1.中国血脂管理指南修订联合专家委员会.中国血脂管理指南(2023年)[J].中华心血管病杂志,2023,51(3):221-255.

2.Le A, Peng H, Golinsky D, Di Scipio M, Lali R, Paré G. What Causes Premature Coronary Artery Disease?. Curr Atheroscler Rep. 2024;26(6):189-203. doi:10.1007/s11883-024-01200-y.

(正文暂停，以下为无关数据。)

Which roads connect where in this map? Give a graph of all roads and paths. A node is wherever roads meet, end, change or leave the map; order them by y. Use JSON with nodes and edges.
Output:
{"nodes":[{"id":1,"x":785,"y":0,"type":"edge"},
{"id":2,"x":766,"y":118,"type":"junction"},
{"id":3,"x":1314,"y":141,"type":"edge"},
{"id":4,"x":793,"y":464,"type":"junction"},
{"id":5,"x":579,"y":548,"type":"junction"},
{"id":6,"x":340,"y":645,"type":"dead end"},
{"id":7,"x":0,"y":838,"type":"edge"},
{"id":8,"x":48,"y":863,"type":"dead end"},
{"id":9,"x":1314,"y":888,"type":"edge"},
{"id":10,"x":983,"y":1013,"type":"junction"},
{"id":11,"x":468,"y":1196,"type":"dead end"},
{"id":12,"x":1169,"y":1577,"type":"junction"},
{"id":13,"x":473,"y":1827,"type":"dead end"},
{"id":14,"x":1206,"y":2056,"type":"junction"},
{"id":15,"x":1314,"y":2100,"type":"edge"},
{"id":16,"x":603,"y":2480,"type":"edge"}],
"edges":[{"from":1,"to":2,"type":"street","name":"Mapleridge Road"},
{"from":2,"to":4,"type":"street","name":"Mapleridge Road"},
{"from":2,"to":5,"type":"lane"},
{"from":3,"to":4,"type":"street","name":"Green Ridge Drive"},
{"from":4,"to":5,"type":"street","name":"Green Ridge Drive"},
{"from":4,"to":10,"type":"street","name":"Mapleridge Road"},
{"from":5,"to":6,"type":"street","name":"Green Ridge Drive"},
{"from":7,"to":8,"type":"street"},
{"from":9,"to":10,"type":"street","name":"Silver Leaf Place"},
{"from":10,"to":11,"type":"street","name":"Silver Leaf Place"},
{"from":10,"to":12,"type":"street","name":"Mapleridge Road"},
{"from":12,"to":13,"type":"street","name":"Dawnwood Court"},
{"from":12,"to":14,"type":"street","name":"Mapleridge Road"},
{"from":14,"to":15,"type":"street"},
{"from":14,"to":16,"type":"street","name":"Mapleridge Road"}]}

3.Ray KK, Landmesser U, Leiter LA, et al. Inclisiran in Patients at High Cardiovascular Risk with Elevated LDL Cholesterol. N Engl J Med. 2017;376(15):1430-1440. doi:10.1056/NEJMoa1615758

4.Ray KK, Wright RS, Kallend D, et al. Two Phase 3 Trials of Inclisiran in Patients with Elevated LDL Cholesterol. N Engl J Med. 2020;382(16):1507-1519. doi:10.1056/NEJMoa1912387

5.Raal FJ, Kallend D, Ray KK, et al. Inclisiran for the Treatment of Heterozygous Familial Hypercholesterolemia. N Engl J Med. 2020;382(16):1520-1530. doi:10.1056/NEJMoa1913805

6.Wright RS, Ray KK, Raal FJ, et al. Pooled Patient-Level Analysis of Inclisiran Trials in Patients With Familial Hypercholesterolemia or Atherosclerosis. J Am Coll Cardiol. 2021;77(9):1182-1193. doi:10.1016/j.jacc.2020.12.058

7.Nihar Desai. The Adherence and LDL-C Lowering Effect of Inclisiran Among Patients Who Received Treatment at Outpatient Clinics. AHA 2023.

8.R Scott Wright.ORION-8:Long-term efficacy and safety of twice-yearly inclisiran in high cardiovascular risk patients.Presented at Late-Breaking Science Session“Late-breaking science on pharmacology”.28 August,ESC Congress 2023.